The following is my Portrait entity.

@Entity
public class Portrait {

    @Id
    private Long id;
    @Version
    private Integer version;

    private String name;

    @ManyToOne
    private Person person;

    ...

}

The following is the part of my stateless EJB createPerson method that results in a newly created Person entity with a version of 2.

Person person = new Person();
person.setName("Fred Smith");

em.persist(person);

Portrait portrait = new Portrait();
portrait.setName("Fred Smith Portrait");
portrait.setPerson(person);

portrait = portraitManager.createPortrait(portrait);  //portraitManager is another stateless EJB.
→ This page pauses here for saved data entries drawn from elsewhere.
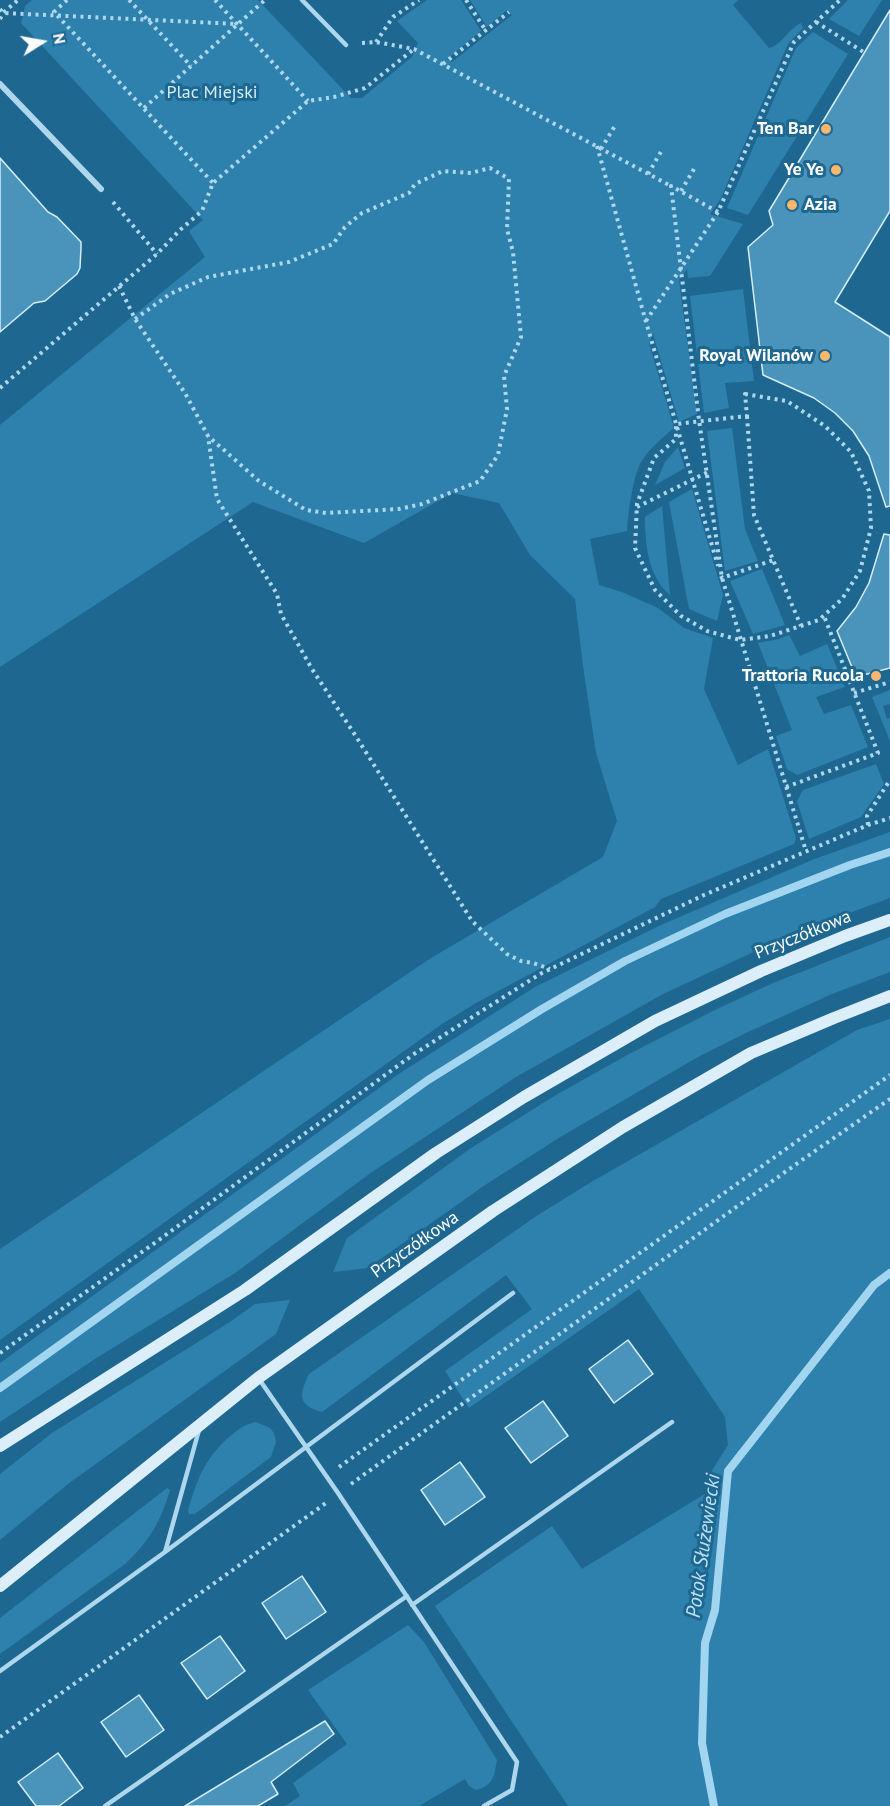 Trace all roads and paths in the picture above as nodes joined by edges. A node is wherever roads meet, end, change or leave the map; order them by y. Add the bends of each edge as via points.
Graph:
1 (18, 0) edge
2 (67, 0) edge
3 (129, 0) edge
4 (215, 0) edge
5 (266, 0) edge
6 (302, 0) edge
7 (419, 0) edge
8 (466, 0) edge
9 (840, 0) edge
10 (2, 11) edge
11 (509, 12) dead end
12 (57, 15) junction
13 (0, 19) edge
14 (148, 20) junction
15 (816, 22) junction
16 (238, 24) junction
17 (486, 31) junction
18 (376, 42) junction
19 (346, 45) joint
20 (414, 49) junction
21 (865, 52) dead end
22 (443, 64) junction
23 (191, 66) junction
24 (0, 84) edge
25 (308, 101) junction
26 (144, 108) junction
27 (615, 124) dead end
28 (599, 147) junction
29 (662, 150) dead end
30 (694, 169) dead end
31 (648, 174) junction
32 (213, 183) junction
33 (671, 186) junction
34 (101, 189) joint
35 (681, 191) junction
36 (718, 212) junction
37 (157, 254) junction
38 (682, 268) junction
39 (118, 286) junction
40 (135, 319) junction
41 (646, 322) junction
42 (0, 388) edge
43 (747, 416) junction
44 (699, 420) junction
45 (676, 424) junction
46 (208, 436) junction
47 (708, 472) junction
48 (692, 479) junction
49 (637, 507) junction
50 (773, 560) junction
51 (722, 578) junction
52 (824, 616) junction
53 (801, 626) junction
54 (740, 640) junction
55 (890, 682) edge
56 (854, 693) junction
57 (890, 780) edge
58 (786, 787) junction
59 (890, 818) edge
60 (868, 825) junction
61 (806, 851) junction
62 (890, 920) edge
63 (550, 969) junction
64 (890, 996) edge
65 (890, 1075) edge
66 (890, 1099) edge
67 (513, 1293) dead end
68 (0, 1353) edge
69 (258, 1378) junction
70 (672, 1422) dead end
71 (200, 1424) junction
72 (0, 1446) edge
73 (306, 1447) junction
74 (326, 1476) junction
75 (339, 1493) junction
76 (165, 1552) junction
77 (0, 1586) edge
78 (407, 1596) junction
79 (412, 1605) junction
80 (0, 1671) edge
81 (0, 1737) edge
82 (105, 1806) edge
83 (484, 1806) edge

1 - 10 path
2 - 12 path via 54,12
3 - 14 path
4 - 16 path
5 - 16 path
6 - 19 lane
7 - 18 path via 393,17
8 - 17 path
9 - 15 path
10 - 12 path
10 - 13 path
11 - 17 path
12 - 14 path
12 - 26 path
14 - 16 path
14 - 23 path
15 - 21 path
15 - 36 path via 794,42
16 - 23 path
16 - 25 path
17 - 22 path
18 - 19 path
18 - 20 path
20 - 22 path
20 - 25 path via 365,88
22 - 28 path
23 - 26 path
24 - 34 street
25 - 32 path
26 - 32 path
27 - 28 path
28 - 31 path
28 - 41 path
29 - 31 path
30 - 35 path
31 - 33 path
32 - 37 path via 202,211
33 - 35 path
33 - 38 path
34 - 37 path
35 - 36 path
36 - 38 path
37 - 39 path
38 - 41 path
38 - 44 path
39 - 40 path
39 - 42 path
40 - 46 path via 185,393
40 - 46 path via 170,294 208,277 289,262 333,244 362,213 409,193 415,184 443,171 471,173 490,168 509,179 507,229 521,337 504,376 507,409 498,455 480,481 399,509 326,513 306,510 259,481
41 - 45 path
43 - 44 path
43 - 50 path via 754,515
43 - 52 path via 745,394 787,401 825,426 851,452 869,491 871,528 860,570 842,600
44 - 45 path
44 - 47 path
45 - 48 path
45 - 49 path via 676,439 654,458
46 - 63 path via 217,499 277,594 281,614 312,669 472,921 507,954
47 - 48 path
47 - 51 path
48 - 49 path
48 - 51 path
49 - 54 path via 635,548 655,590 681,616 707,631
50 - 51 path
50 - 53 path
51 - 54 path
52 - 53 path
52 - 56 path
53 - 54 path
54 - 58 path
55 - 56 path
56 - 58 path via 878,753
57 - 60 path via 867,816
58 - 61 path
59 - 60 path
60 - 61 path
61 - 63 path
62 - 72 main road, Przyczółkowa via 760,971 655,1021 524,1097 436,1153 245,1290
63 - 68 path via 414,1054
64 - 69 main road, Przyczółkowa via 751,1053 622,1127 493,1212
65 - 74 path
66 - 75 path
67 - 73 lane
69 - 71 main road, Przyczółkowa
69 - 73 lane
70 - 79 lane
71 - 76 lane
71 - 77 main road, Przyczółkowa
73 - 74 lane
73 - 76 lane
74 - 75 lane
75 - 78 lane
75 - 81 path
76 - 80 lane
78 - 79 lane
78 - 82 lane
79 - 83 lane via 517,1762 512,1790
person.setPortrait(portrait);    // Commenting out this line results in newly created Person entity with a version of 1.
person.getPortraits().add(portrait);

If I comment out the person.setPortrait(portrait) line above the Person entity is created with a version of 1.

I read in other posts that JPA will increment the version of an entity if a field changes or an owned relationship changes. After the method returns from the createPortrait method, I am changing an owned relationship but I am still in the same transaction so don't see why JPA needs to increment the version.

Why does JPA increment the version on my Person entity twice during the same transaction?

As requested in the comments, I turned on EclipseLink logging and observed the following during the normal flow:

  1. Application starts createPerson method.
  2. EclipseLink inserts row into person table.
  3. Application starts createPortrait method.
  4. EclipseLink inserts row into portrait table.
  5. Application completes createPortrait method.
  6. Application associates newly created portrait with person.
  7. EclipseLink updates row in person table setting the version to 2 and the portrait_id to the newly created portrait.
  8. Application completes createPerson method.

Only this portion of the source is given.